- _WHAT THIS TASK INVOLVES_:
Copy each line in the data that includes the word "paths".

[Stored items]
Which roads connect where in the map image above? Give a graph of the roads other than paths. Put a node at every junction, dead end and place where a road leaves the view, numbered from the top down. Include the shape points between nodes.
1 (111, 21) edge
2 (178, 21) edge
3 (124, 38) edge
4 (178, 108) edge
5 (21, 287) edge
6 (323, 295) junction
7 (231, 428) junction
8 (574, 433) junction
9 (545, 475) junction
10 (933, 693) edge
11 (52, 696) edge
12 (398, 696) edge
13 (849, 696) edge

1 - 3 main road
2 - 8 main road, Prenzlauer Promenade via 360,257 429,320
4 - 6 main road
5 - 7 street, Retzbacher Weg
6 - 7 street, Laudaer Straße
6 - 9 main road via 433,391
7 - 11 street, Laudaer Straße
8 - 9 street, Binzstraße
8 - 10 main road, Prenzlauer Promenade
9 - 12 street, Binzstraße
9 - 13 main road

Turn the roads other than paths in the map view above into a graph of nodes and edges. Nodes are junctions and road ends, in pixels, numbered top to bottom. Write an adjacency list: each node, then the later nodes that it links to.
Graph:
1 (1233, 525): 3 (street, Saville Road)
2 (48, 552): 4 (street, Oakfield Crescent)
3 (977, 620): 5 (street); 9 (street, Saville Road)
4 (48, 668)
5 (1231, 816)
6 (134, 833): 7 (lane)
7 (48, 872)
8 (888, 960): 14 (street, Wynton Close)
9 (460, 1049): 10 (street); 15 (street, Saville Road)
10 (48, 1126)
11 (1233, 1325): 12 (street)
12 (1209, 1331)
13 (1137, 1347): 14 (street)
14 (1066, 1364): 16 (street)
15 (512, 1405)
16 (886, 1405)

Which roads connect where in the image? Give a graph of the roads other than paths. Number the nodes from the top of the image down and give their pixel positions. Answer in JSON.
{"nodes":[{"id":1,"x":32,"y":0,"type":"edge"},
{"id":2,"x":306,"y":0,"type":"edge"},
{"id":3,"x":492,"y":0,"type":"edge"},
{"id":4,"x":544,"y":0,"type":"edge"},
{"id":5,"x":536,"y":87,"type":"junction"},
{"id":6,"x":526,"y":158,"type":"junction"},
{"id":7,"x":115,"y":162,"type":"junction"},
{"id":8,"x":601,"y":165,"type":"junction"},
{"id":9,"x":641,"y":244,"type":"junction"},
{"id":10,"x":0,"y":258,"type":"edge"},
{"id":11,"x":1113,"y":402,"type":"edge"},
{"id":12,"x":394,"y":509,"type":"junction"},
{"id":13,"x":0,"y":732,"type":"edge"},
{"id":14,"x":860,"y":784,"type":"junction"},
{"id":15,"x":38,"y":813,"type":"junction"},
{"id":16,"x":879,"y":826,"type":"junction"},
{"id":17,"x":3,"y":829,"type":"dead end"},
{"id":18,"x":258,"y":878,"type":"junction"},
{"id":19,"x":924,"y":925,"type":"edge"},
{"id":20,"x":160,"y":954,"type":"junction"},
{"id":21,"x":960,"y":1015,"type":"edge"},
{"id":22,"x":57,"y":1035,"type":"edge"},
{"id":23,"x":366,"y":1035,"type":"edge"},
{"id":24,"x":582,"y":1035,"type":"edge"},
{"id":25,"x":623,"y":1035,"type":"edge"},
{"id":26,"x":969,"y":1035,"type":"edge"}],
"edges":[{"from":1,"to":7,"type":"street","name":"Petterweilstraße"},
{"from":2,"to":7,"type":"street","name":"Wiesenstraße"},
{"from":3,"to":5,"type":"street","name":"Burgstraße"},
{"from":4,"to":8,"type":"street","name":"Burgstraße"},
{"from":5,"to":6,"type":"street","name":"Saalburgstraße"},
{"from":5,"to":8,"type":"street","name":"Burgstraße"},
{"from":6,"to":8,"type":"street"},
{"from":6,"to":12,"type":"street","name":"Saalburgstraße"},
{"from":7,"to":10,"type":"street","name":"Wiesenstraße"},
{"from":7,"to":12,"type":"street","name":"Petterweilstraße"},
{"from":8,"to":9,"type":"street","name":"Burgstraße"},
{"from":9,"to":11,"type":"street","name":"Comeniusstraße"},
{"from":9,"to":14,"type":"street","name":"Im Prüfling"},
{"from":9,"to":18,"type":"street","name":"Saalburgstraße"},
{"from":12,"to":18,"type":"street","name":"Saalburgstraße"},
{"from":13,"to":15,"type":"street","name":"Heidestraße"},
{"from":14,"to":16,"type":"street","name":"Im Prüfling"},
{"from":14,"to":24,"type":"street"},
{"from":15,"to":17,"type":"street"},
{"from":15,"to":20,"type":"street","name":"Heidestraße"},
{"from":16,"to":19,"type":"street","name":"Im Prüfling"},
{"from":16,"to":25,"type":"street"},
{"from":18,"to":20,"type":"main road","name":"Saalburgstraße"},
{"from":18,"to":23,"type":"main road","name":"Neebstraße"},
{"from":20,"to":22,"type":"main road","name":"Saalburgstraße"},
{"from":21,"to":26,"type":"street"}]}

- _RESPONSE BOX_:
Which roads connect where in the map image above? Give a graph of the roads other than paths. Put a node at every junction, dead end and place where a road leaves the view, numbered from the top down. Include the shape points between nodes.
Turn the roads other than paths in the map view above into a graph of nodes and edges. Nodes are junctions and road ends, in pixels, numbered top to bottom. Write an adjacency list: each node, then the later nodes that it links to.
Which roads connect where in the image? Give a graph of the roads other than paths. Number the nodes from the top of the image down and give their pixel positions. Answer in JSON.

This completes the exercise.